#Throwback Thursday – 9 June
Let’s face it: without wackiness, without colour, and without a bit of imagination, our world would be a totally different and admittedly boring place. All it takes is one action, one thought or one word to shake up the status quo – although the results may vary, there can be no denying how exciting the outcome will be.
On that note, here are three events that went in history on 9 June:
1934 – Donald Duck and The Debut
Eighty-eight years ago, Walt Disney introduced us to one of the most famous fictional ducks of all time: the one and only Donald Duck.
Donald Fauntleroy Duck was conceived by Disney in 1931 in “The Adventures of Mickey Mouse” comic series. He was named after Australian cricket player, Donald Bradman, who was famously dismissed during a match against England for (you guessed it!) a duck.
Three years later, with his familiar sailor ensemble and his iconically buccal, squawky voice (courtesy of actor Clarence Nash), Donald made his on-screen debut in the “Silly Symphonies” cartoon short, “The Wise Little Hen”, which is based on the Russian fairytale, “The Little Red Hen”.
In the short, Donald goes to great lengths to avoid helping a hen and her children plant some corn. Needless to say, he ultimately gets his comeuppance with a few good kicks up the rump.
From then on, Donald has become a major on-screen darling alongside his best friends Mickey, Minnie Mouse and Goofy, and has even managed to dwarf the former’s fame – by the 1940s, he had appeared in nearly 130 cartoon shorts, more than Mickey himself. His wit, fiery temper, and his ability to get into (and out of) trouble has made him a firm favourite around the world (except Finland, due to his being pantless), to the point he got his own star on the Hollywood Walk of Fame in 2004.
9 June is considered to be National Donald Duck Day in some countries, so don’t forget to give him a celebratory clap and a quack in his honour!
1958 – The Purple People Eater, No.1 Rock n’ Roller
“It was a one-eyed, one-horned, flyin’ purple people eater / One-eyed, one-horned flyin’ purple people eater / One-eyed, one-horned, flyin’ purple people eater / Sure looks strange to me!”
This is the chorus of a song that famously went to number one on the US Billboard’s pop charts on this day 64 years ago – “The Purple People Eater” was written and performed by American singer Sheb Wooley. The song tells the story of an alien creature described as a “purple people eater” who comes to Earth with the sole purpose to join a rock ‘n roll band.
Apparently, Wooley was inspired to compose the novelty song (and within an hour to boot!) after his friend’s child told him a joke about this particular creature. To effect the creature’s high-pitched squeaky voice, he sang the part normally and sped it up (think Alvin and the Chipmunks).

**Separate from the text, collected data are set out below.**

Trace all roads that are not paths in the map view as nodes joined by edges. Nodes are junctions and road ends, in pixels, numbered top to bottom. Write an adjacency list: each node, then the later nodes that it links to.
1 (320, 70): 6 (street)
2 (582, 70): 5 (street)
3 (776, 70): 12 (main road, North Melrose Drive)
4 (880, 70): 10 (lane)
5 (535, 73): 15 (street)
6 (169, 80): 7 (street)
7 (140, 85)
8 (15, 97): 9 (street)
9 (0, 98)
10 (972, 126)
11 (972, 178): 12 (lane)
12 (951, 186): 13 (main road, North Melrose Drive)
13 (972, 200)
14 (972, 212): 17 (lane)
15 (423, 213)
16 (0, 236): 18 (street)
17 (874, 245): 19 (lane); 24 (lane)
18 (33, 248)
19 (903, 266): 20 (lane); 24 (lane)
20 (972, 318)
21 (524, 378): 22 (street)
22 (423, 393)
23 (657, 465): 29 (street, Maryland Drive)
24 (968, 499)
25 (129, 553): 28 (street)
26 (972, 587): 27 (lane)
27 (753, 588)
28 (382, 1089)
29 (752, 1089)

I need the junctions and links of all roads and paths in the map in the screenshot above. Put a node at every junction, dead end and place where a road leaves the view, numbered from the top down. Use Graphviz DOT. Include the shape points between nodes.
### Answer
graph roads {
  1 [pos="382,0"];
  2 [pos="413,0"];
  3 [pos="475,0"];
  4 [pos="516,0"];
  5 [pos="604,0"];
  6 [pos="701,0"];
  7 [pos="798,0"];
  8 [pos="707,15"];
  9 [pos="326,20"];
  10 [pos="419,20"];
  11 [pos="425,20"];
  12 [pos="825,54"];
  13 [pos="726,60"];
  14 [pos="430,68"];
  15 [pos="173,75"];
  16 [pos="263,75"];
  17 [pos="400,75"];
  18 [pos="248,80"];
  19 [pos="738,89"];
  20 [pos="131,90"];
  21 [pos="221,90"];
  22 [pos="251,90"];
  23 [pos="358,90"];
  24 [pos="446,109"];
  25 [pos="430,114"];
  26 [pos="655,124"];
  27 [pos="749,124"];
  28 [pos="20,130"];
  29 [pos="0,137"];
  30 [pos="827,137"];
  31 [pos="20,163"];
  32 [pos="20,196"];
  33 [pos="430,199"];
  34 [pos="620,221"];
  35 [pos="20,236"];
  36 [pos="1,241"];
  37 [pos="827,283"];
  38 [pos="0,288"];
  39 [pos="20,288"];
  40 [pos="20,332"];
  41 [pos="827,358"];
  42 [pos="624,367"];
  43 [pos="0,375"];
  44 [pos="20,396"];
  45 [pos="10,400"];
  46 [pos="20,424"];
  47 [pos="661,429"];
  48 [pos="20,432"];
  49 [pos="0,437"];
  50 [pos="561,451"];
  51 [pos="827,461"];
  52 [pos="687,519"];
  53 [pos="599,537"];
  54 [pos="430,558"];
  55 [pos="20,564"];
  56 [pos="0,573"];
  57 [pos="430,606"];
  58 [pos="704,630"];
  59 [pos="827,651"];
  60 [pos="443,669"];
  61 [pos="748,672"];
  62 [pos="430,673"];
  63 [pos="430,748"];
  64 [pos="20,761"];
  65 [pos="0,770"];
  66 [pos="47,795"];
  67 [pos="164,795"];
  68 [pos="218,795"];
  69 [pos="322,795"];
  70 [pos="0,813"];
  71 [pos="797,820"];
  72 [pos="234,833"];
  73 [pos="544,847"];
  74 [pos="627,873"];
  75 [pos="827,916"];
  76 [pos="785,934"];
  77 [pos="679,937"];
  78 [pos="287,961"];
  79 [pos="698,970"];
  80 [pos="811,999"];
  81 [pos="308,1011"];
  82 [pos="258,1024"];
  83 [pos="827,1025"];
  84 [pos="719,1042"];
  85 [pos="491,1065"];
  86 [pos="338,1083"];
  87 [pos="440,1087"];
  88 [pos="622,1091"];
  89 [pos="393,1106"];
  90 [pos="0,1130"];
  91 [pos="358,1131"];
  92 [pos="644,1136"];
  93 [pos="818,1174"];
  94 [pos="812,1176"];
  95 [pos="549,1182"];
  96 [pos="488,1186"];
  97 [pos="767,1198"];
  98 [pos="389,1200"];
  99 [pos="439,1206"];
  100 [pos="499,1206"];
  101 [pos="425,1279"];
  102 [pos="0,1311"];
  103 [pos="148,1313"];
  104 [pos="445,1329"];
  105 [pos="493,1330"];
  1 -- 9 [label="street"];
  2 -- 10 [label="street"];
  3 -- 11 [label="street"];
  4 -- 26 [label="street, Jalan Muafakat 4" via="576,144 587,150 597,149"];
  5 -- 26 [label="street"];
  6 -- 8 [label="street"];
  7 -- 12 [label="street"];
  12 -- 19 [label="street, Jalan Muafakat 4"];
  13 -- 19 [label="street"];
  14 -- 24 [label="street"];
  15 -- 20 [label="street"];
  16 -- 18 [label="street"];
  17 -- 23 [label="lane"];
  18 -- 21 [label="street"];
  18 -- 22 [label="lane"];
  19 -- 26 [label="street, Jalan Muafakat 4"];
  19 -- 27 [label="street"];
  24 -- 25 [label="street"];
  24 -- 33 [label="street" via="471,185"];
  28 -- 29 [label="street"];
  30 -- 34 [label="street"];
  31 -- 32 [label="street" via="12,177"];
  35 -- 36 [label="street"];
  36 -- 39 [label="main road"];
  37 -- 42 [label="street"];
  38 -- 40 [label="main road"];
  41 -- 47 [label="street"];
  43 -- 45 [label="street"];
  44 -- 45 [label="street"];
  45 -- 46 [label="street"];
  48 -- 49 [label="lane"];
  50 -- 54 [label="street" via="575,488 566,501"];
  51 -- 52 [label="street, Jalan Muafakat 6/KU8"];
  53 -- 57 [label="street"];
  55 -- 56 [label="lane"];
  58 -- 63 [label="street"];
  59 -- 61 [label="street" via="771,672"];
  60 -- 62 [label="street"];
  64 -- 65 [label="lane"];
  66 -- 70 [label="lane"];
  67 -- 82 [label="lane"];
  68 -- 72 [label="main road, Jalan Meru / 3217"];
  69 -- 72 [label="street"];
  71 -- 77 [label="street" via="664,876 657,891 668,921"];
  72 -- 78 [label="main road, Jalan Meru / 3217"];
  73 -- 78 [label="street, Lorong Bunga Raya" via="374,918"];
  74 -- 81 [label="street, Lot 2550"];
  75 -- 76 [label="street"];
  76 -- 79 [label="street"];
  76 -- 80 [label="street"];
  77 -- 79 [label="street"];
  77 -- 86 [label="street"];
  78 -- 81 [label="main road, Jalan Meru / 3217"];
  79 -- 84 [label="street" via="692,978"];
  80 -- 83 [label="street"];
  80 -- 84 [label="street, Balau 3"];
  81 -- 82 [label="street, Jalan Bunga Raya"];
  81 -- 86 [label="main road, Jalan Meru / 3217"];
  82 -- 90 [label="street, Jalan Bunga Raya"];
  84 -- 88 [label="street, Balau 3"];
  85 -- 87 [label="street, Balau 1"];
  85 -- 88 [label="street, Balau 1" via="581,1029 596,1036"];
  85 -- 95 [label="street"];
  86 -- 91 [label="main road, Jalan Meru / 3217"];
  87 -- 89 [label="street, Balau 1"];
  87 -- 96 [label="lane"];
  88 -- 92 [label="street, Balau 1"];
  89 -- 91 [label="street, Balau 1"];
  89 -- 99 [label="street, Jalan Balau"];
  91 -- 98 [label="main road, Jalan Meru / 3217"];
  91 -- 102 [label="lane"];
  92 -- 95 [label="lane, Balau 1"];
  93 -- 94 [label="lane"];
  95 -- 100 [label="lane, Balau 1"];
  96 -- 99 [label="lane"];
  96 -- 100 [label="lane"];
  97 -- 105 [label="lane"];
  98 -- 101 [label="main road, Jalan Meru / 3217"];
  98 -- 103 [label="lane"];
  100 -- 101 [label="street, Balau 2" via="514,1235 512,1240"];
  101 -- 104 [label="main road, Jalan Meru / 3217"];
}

“The Purple People Eater” remained at the top of the charts for six weeks, becoming one of Wooley’s most famous songs. It was covered by other artists including Judy Garland, Jackie Dennis and Barry Cryer; it even spawned a family film in 1988 called (you guessed it) “Purple People Eater”, in which the creature is summoned by a young boy who plays the song.
Although the song remains to be a popular hit, one question remains: does the creature eat purple people, or is he actually purple himself? Like the secret behind Mona Lisa’s smile, it’s safe to say that we’ll never know!
2013 – Edward Snowden, The Whistleblower
Almost ten years ago, a computer intelligence consultant named Edward Snowden revealed his identity as the whistleblower behind the leak of top-secret documents from the US-based National Security Agency (NSA).
On 6 June, various media outlets from “The Guardian” to “The Washington Post” published articles based on documents received by a then-anonymous source. Per these documents, the NSA were operating massive surveillance programmes on major communication networks. From tapping private emails and video chats, to monitoring Facebook and Google’s servers, citizens in the USA – as well as worldwide – were being observed, whether they were suspected criminals or innocent civilians.
Three days later, the anonymous source revealed himself: Edward Snowden, a 29-year-old consultant of North Carolina. He had been working for an NSA contractor, Booz Allen Hamilton, when he became disillusioned with the questionable structures and ethics entailing his job, namely gathering intelligence through these communication channels. He voiced his concerns to his colleagues and superiors, albeit to no avail.
In response, Snowden accessed and downloaded a purported 1.5 million NSA documents in April 2012. He would then begin making contact with journalists and gradually give them access to some of the documents, which exposed the surveillance programmes.
A few weeks before revealing his identity as the whistleblower, Snowden fled the USA to Hong Kong to avoid being charged for “theft of government property, unauthorised communication of national defence information, and willful communication of classified communications intelligence.”
Snowden was granted permanent residency in Russia, where he lives with his wife and two children. He continues to work in the IT industry and takes on digital speaking engagements. Still, it is said that he wishes to one day see his country again – a country which may or may not be waiting for him with handcuffs should he ever return.